The research for renewable energy generation methods requires the development of novel, sustainable energy storage methods. Supercapacitors are much promising for future energy storage applications, owing to their high energy density and rapid charge-discharge time. supercapacitors are widely used in the following ways: firstly, the largest proportion of commercial supercapacitors are used in consumer electronics, in which they mainly serve as backup sources for memories, system boards, clocks and microcomputers; secondly, supercapacitors are used as the main power source, such as fail-safe positioning devices and starter applications. The performance of supercapacitors can be improved by using high surface area electrode materials, which could increase the energy density of the device. In this regard, nanomaterials are much advantageous owing to their high surface to volume ratio. In this study, graphene and titanium dioxide nanotube arrays are studied as a supercapacitor electrode material, using molecular dynamic simulation. This study focuses on mathematical modeling of electrode-electrolyte interface, to study the charge storage mechanism of the electrode when in contact with the electrolyte.
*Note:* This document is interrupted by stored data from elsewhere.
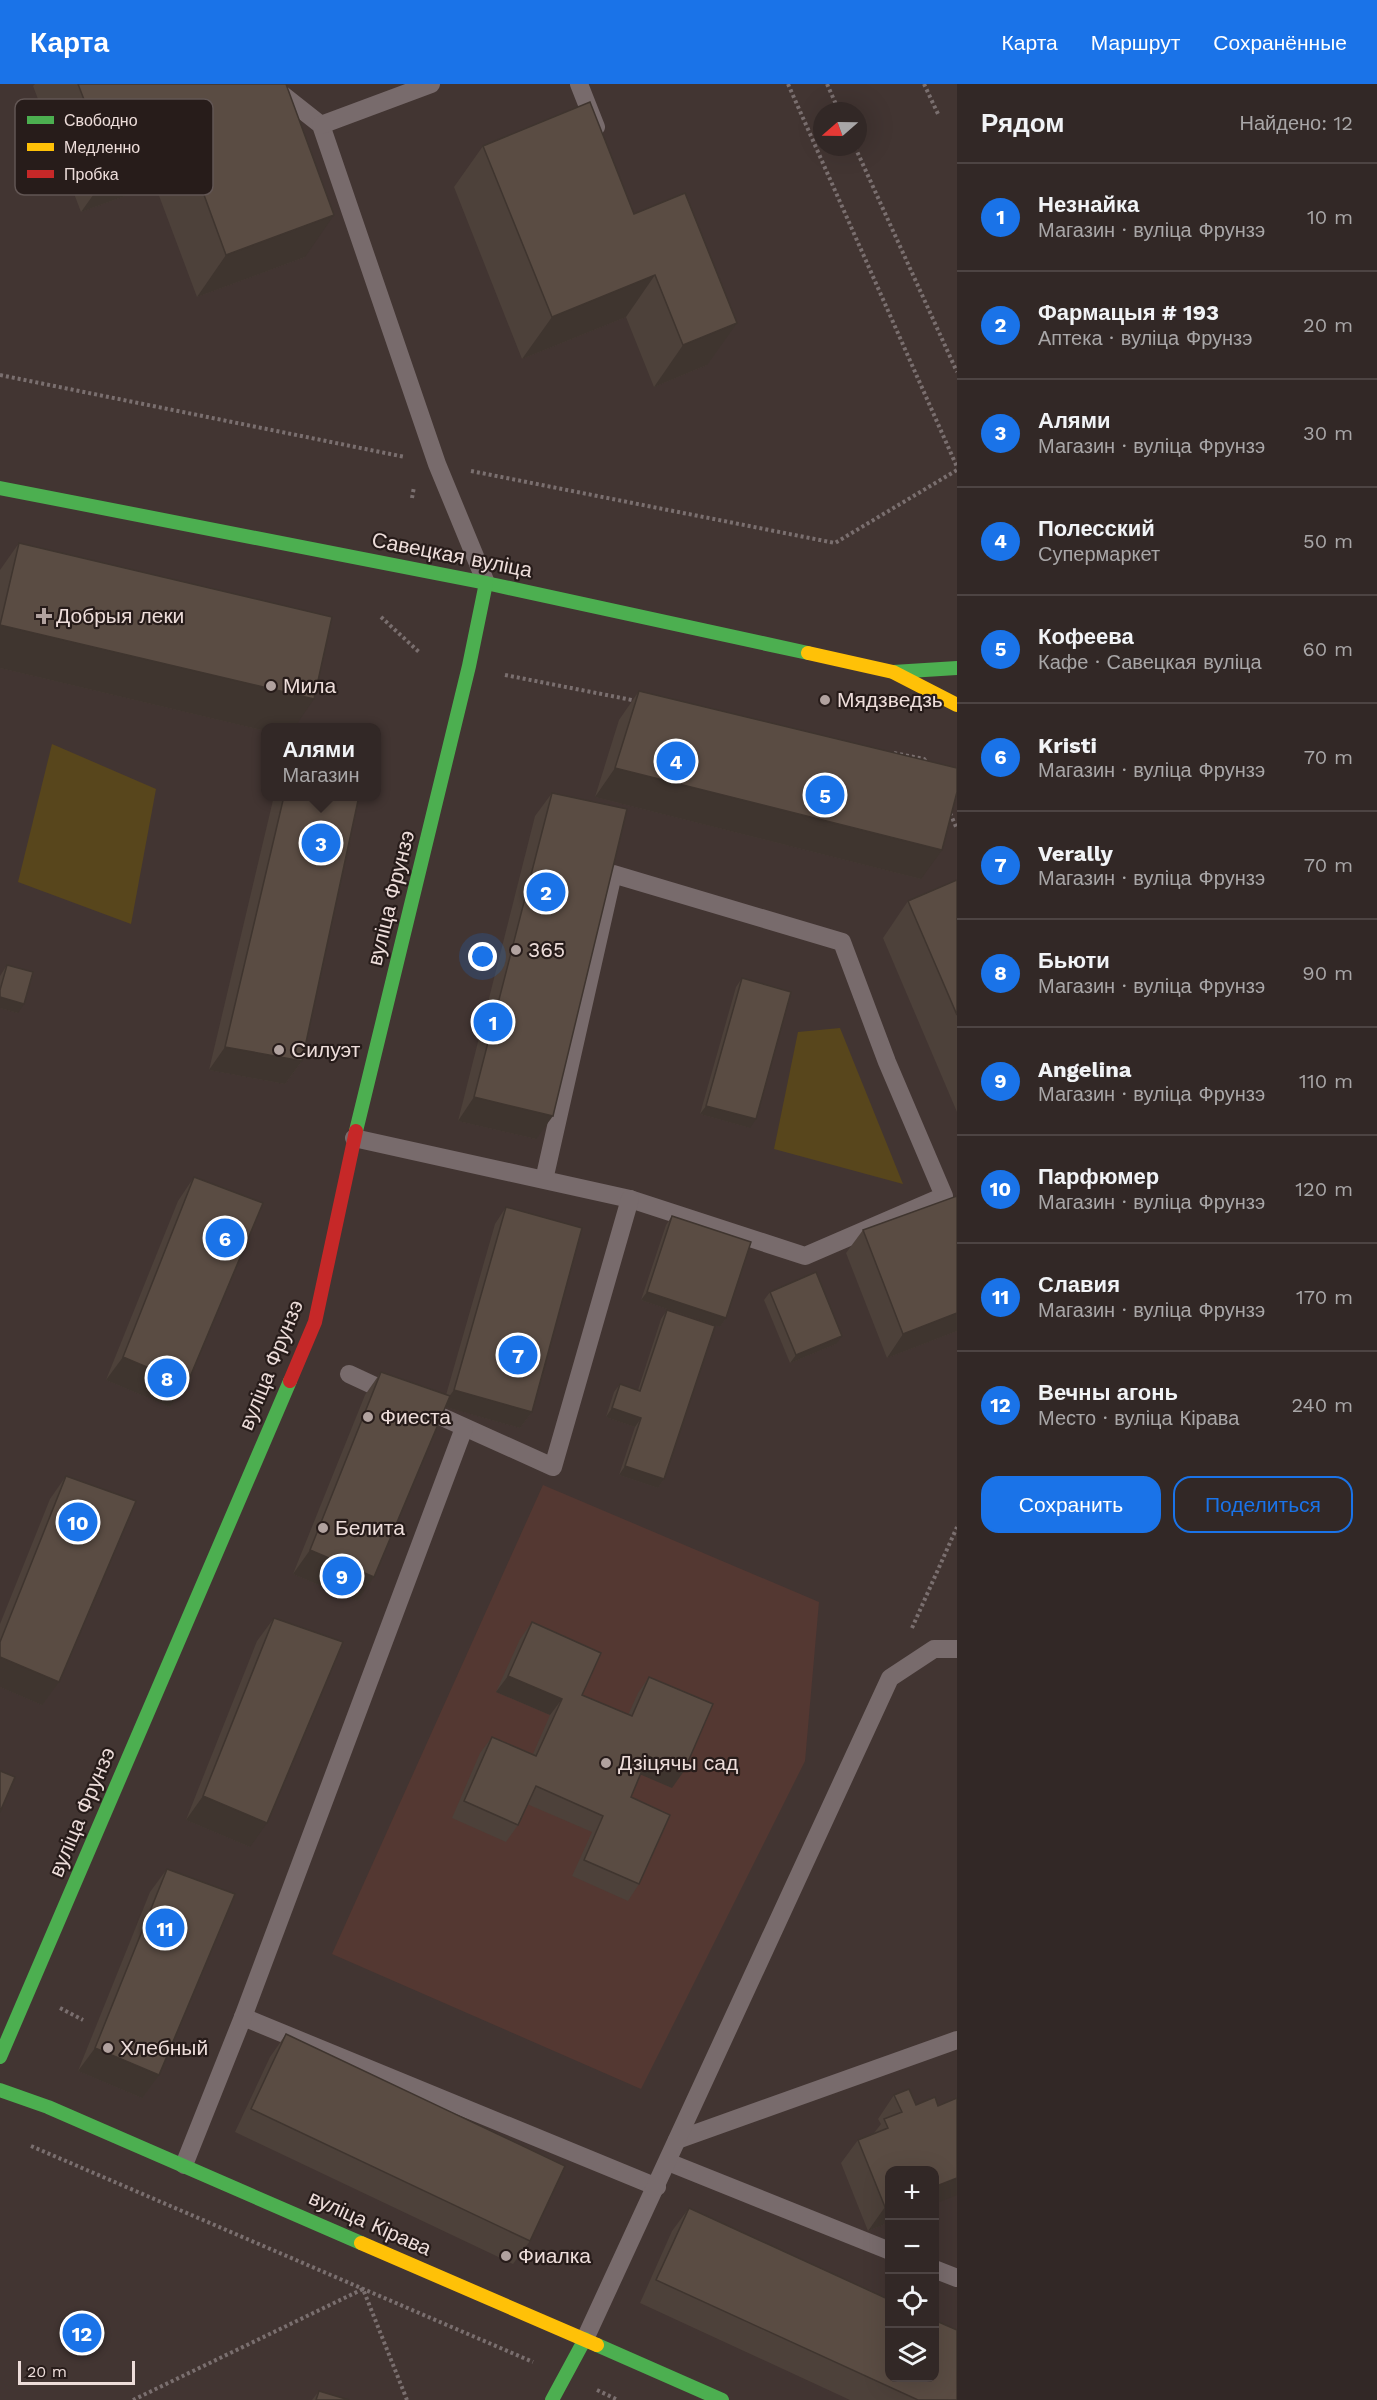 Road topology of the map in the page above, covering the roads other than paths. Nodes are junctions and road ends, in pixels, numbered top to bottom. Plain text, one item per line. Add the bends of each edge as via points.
1 (269, 84) edge
2 (431, 84) edge
3 (579, 84) edge
4 (321, 125) junction
5 (601, 138) edge
6 (0, 488) edge
7 (486, 583) junction
8 (957, 668) edge
9 (893, 672) junction
10 (957, 705) edge
11 (354, 1138) junction
12 (544, 1180) junction
13 (630, 1199) junction
14 (349, 1374) dead end
15 (464, 1428) junction
16 (957, 1649) edge
17 (243, 2017) junction
18 (957, 2040) edge
19 (0, 2057) edge
20 (0, 2090) edge
21 (677, 2140) junction
22 (668, 2163) junction
23 (184, 2165) junction
24 (657, 2187) junction
25 (885, 2249) edge
26 (939, 2271) edge
27 (957, 2278) edge
28 (585, 2339) junction
29 (552, 2400) edge
30 (722, 2400) edge

1 - 4 lane
2 - 4 lane
3 - 5 lane
4 - 7 lane via 437,464
6 - 7 main road, Савецкая вуліца
7 - 9 main road, Савецкая вуліца
7 - 11 main road, вуліца Фрунзэ via 470,666
8 - 9 main road, Савецкая вуліца
9 - 10 main road, Савецкая вуліца
11 - 12 lane
11 - 19 main road, вуліца Фрунзэ via 315,1322
12 - 13 lane
12 - 13 lane via 613,874 842,942 944,1196 805,1256
13 - 15 lane via 553,1467
14 - 15 lane
15 - 17 lane
16 - 21 lane via 934,1649 890,1678
17 - 23 lane
17 - 24 lane
18 - 21 lane
20 - 23 main road, вуліца Кірава
21 - 22 lane
22 - 24 lane
22 - 25 lane
23 - 28 main road, вуліца Кірава
24 - 28 lane
26 - 27 lane
28 - 29 main road
28 - 30 main road, вуліца Кірава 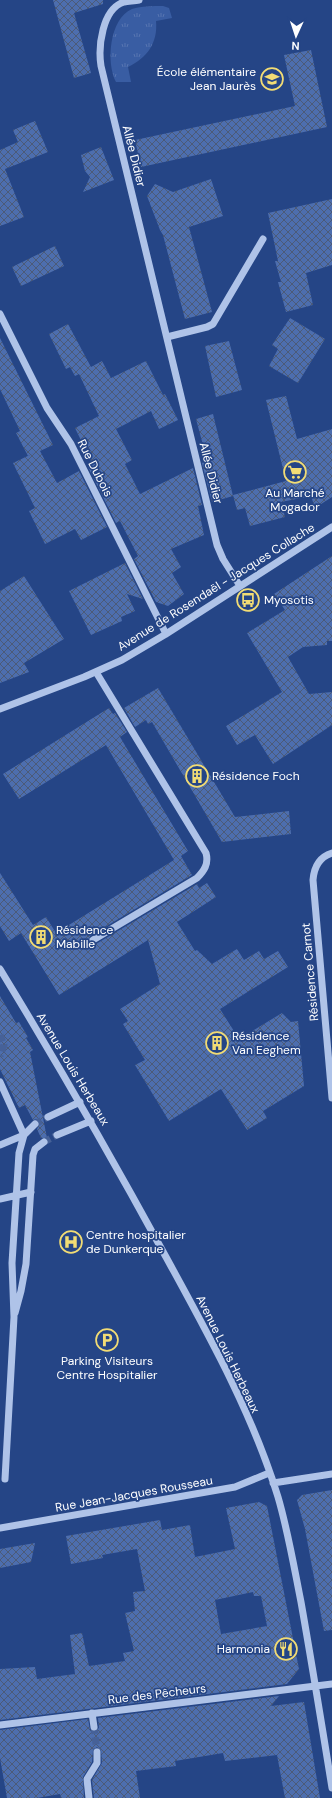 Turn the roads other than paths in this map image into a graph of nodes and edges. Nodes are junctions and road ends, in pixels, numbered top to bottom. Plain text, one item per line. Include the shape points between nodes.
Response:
1 (139, 0) edge
2 (263, 239) dead end
3 (0, 314) edge
4 (167, 337) junction
5 (332, 527) edge
6 (240, 586) junction
7 (166, 634) junction
8 (96, 672) junction
9 (0, 708) edge
10 (332, 853) edge
11 (94, 940) dead end
12 (0, 969) edge
13 (0, 1082) edge
14 (332, 1098) edge
15 (80, 1102) junction
16 (48, 1117) tunnel mouth
17 (91, 1121) junction
18 (35, 1124) tunnel mouth
19 (24, 1135) junction
20 (57, 1135) tunnel mouth
21 (44, 1142) tunnel mouth
22 (0, 1145) edge
23 (31, 1192) junction
24 (16, 1196) junction
25 (0, 1199) edge
26 (14, 1317) junction
27 (269, 1473) junction
28 (332, 1474) edge
29 (5, 1479) dead end
30 (273, 1483) junction
31 (0, 1528) edge
32 (332, 1684) edge
33 (316, 1686) junction
34 (92, 1713) junction
35 (0, 1725) edge
36 (94, 1727) tunnel mouth
37 (97, 1752) tunnel mouth
38 (332, 1788) edge
39 (89, 1798) edge

1 - 4 street, Allée Didier via 124,2 112,12 102,33 100,55
2 - 4 street via 216,321 207,327
3 - 7 street, Rue Dubois via 50,414 72,444
4 - 6 street, Allée Didier via 217,544 222,559
5 - 6 street, Avenue de Rosendaël - Jacques Collache
6 - 7 street, Avenue de Rosendaël - Jacques Collache
7 - 8 street, Avenue de Rosendaël - Jacques Collache
8 - 9 street, Avenue de Rosendaël - Jacques Collache
8 - 11 street via 207,858 205,868 197,878
10 - 14 street, Résidence Carnot via 318,862 313,880
12 - 15 street, Avenue Louis Herbeaux
13 - 19 street
15 - 16 street
15 - 17 street, Avenue Louis Herbeaux
17 - 20 street
17 - 27 street, Avenue Louis Herbeaux via 214,1346 243,1405
18 - 19 street
19 - 22 street
19 - 24 street via 19,1153
21 - 23 street via 35,1149 33,1155
23 - 24 street
23 - 26 street via 26,1264
24 - 25 street
24 - 26 street via 12,1263
26 - 29 street
27 - 30 street, Avenue Louis Herbeaux
27 - 31 street, Rue Jean-Jacques Rousseau via 235,1487
28 - 30 street
30 - 33 street, Avenue Louis Herbeaux via 289,1540
32 - 33 street, Rue des Pêcheurs
33 - 34 street, Rue des Pêcheurs
33 - 38 street, Avenue Louis Herbeaux
34 - 35 street, Rue des Pêcheurs
34 - 36 street
37 - 39 street via 97,1761 87,1779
Firstly, the molecular dynamic simulation (MD simulation) method was used to study graphene-electrolyte system using a planar electrode model. There, the formation of electric double layer with different charge levels are studied. secondly, molecular dynamics simulations have been conducted to study the interaction between anatase TiO2 (100) surface and water. The effect of surface orientation of the TiO2 surface on the interface properties was studied.